Safety bundle supports routine risk evaluation for obstetric patients with
pharmacological and mechanical thromboprophylaxis when needed. [3]
It outlines simple practices that can be implemented in every maternal units, adapting
according to the healthcare resources available in each community.
The article
was published in October issue of Obstetrics and Gynecology journal.[4]
The bundle is grouped into 4 domains: Readiness, Recognition, Response, and
Reporting and Systems Learning.
Readiness:
Every Unit should use standard VTE risk assessment tool during prenatal
outpatient visits, antepartum admissions to hospital, post labor and post
cesarean stay in hospitals and 6 weeks postpartum.
Recognition
and Response: Once the risk assessment is done, physicians should use patients Caprini[5]
or Padua score[6] to
identify those patients who will need thromboprophylaxis according to clinical situation
and risk score. The thromboprophylaxis guidelines are as advocated by ACOG,
American College of Chest Physicians and RCOG.
- Antepartum outpatient prophylaxis: women with a history of multiple VTE or thrombophilia episodes low-molecular-weight (LMW) heparin or unfractionated heparin (UFH) is recommended.
- Antepartum Inpatients for more than 3 days: Women who are not at risk for bleeding or imminent childbirth, prophylaxis with daily LMW heparin or twice-daily UFH is advocated.
- Women with a history of VTE who are undergoing a trial of vaginal birth are given intrapartum mechanical thromboprophylaxis using pneumatic compression devices while in bed.

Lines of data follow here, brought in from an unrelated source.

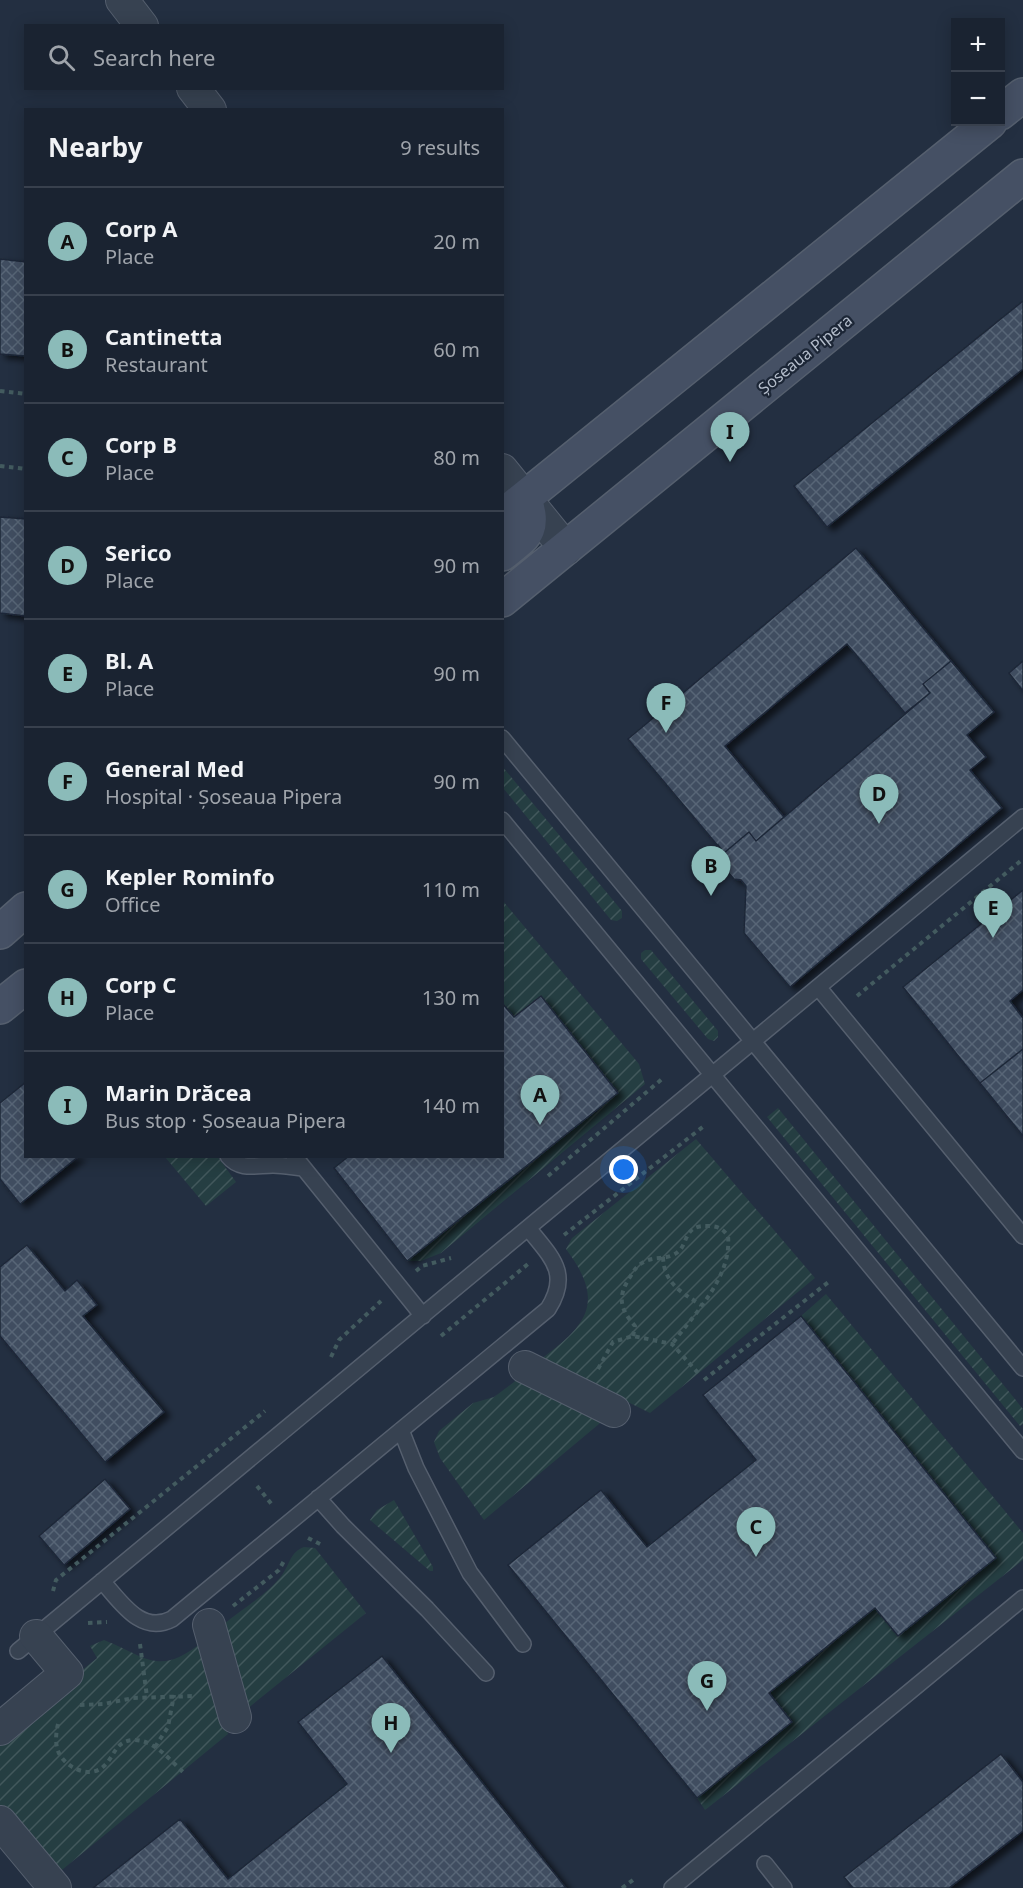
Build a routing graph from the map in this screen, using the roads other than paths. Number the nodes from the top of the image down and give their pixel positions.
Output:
1 (122, 0) edge
2 (140, 24) edge
3 (195, 90) edge
4 (1023, 95) edge
5 (208, 108) edge
6 (1005, 109) edge
7 (985, 126) edge
8 (1023, 176) edge
9 (504, 476) edge
10 (514, 507) edge
11 (566, 549) junction
12 (504, 552) edge
13 (504, 598) edge
14 (504, 740) edge
15 (1023, 817) edge
16 (504, 822) edge
17 (24, 896) edge
18 (24, 911) edge
19 (0, 914) edge
20 (0, 932) edge
21 (24, 968) edge
22 (0, 985) edge
23 (818, 987) junction
24 (24, 989) edge
25 (0, 1007) edge
26 (753, 1042) junction
27 (712, 1075) junction
28 (229, 1158) edge
29 (299, 1162) edge
30 (528, 1228) junction
31 (1023, 1236) edge
32 (423, 1316) junction
33 (525, 1366) dead end
34 (1023, 1368) edge
35 (614, 1411) dead end
36 (401, 1430) junction
37 (1023, 1451) edge
38 (318, 1498) junction
39 (102, 1581) junction
40 (1023, 1598) edge
41 (209, 1625) dead end
42 (27, 1644) joint
43 (523, 1644) dead end
44 (486, 1673) dead end
45 (232, 1704) road end
46 (0, 1729) edge
47 (0, 1822) edge
48 (765, 1864) dead end
49 (55, 1888) edge
50 (672, 1888) edge
51 (784, 1888) edge

1 - 2 street
3 - 5 street
4 - 6 main road
7 - 10 main road
8 - 11 main road, Șoseaua Pipera
9 - 10 street
10 - 11 street
10 - 12 main road
11 - 13 main road, Șoseaua Pipera
14 - 26 lane
15 - 23 lane
16 - 27 lane
17 - 19 main road
18 - 20 main road
21 - 22 main road
23 - 26 lane
23 - 31 lane
24 - 25 main road
26 - 27 lane
26 - 34 lane
27 - 30 lane
27 - 37 lane
28 - 29 lane
29 - 32 lane
30 - 32 lane
30 - 36 lane
32 - 39 lane
33 - 35 street
36 - 38 lane
36 - 43 lane
38 - 39 lane
38 - 44 lane
39 - 42 lane
40 - 50 lane
41 - 45 street
42 - 46 street
47 - 49 street
48 - 51 lane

After the delivery, LMW heparin or UFH can be for those at high risk for VTE based on RCOG criteria or a Padua score of 4 or greater.

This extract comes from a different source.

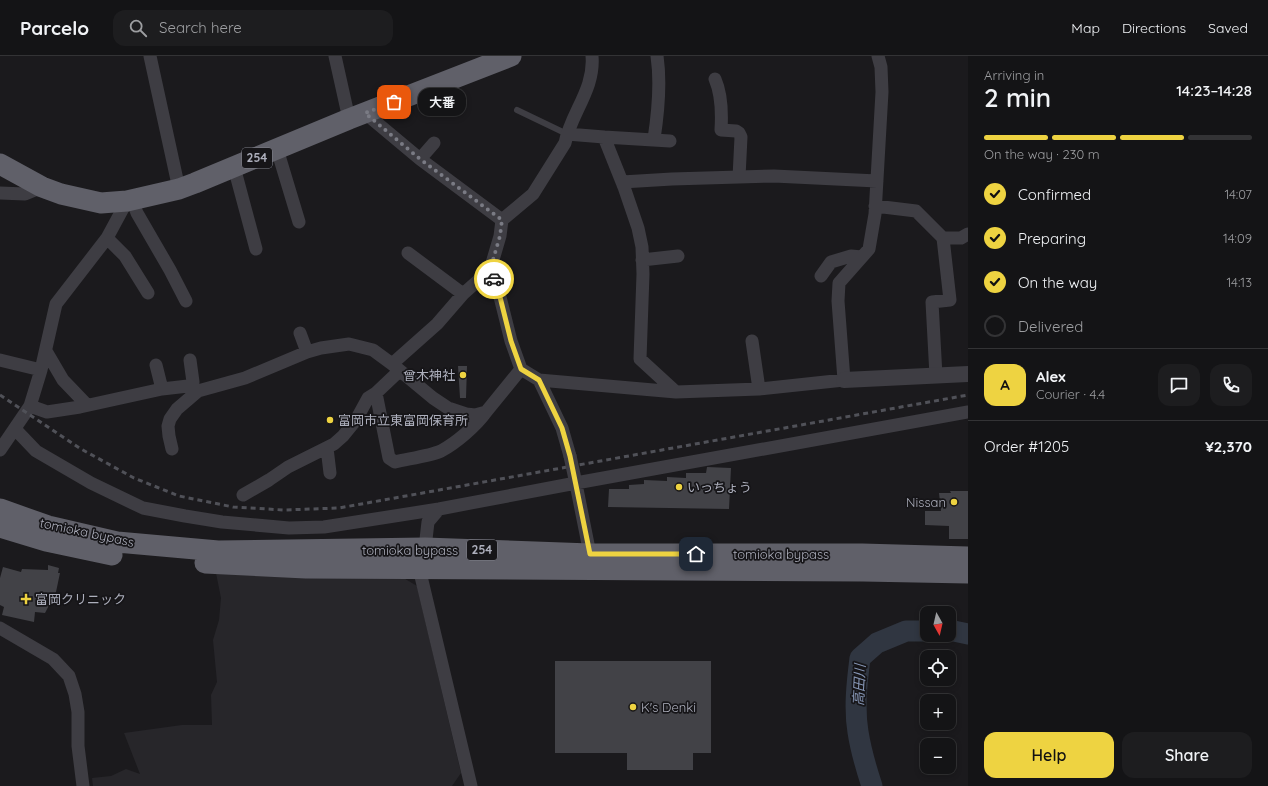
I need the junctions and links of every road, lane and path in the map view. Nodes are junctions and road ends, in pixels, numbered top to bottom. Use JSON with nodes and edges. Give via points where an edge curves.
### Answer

- Those women undergoing an operative delivery are prescribed mechanical thromboprophylaxis using pneumatic compression. Once the surgery is over, they can also be given LMW heparin or UFH, based on RCOG criteria or modified Caprini scores.
- RCOG criteria also advocates that all women who are undergoing operative delivery may be routinely prescribed LMW heparin or UFH due to complications with mechanical prophylaxis.
- Women with repeated history of VTE, high-risk thrombophilia, or VTE with acquired thrombophilia can be put on extended 6-week treatment-dose of LMW heparin or UFH postpartum.
Reporting and Systems Learning: All centers should meticulously keep
records of patients receiving prophylaxis for VTE, adverse reactions and complications.
Routine audits should be performed to
check whether physicians are evaluating, assessing the risk factors for VTE and
planning the treatment accordingly.
However, in an accompanying editorial Baha M. Sibai, MD, from the
University of Texas Medical School at Houston, and Dwight J. Rouse, MD, MSPH,
associate editor for Obstetrics & Gynecology, have expressed concern
that the widespread use pharmacological prophylaxis may do more harm than good.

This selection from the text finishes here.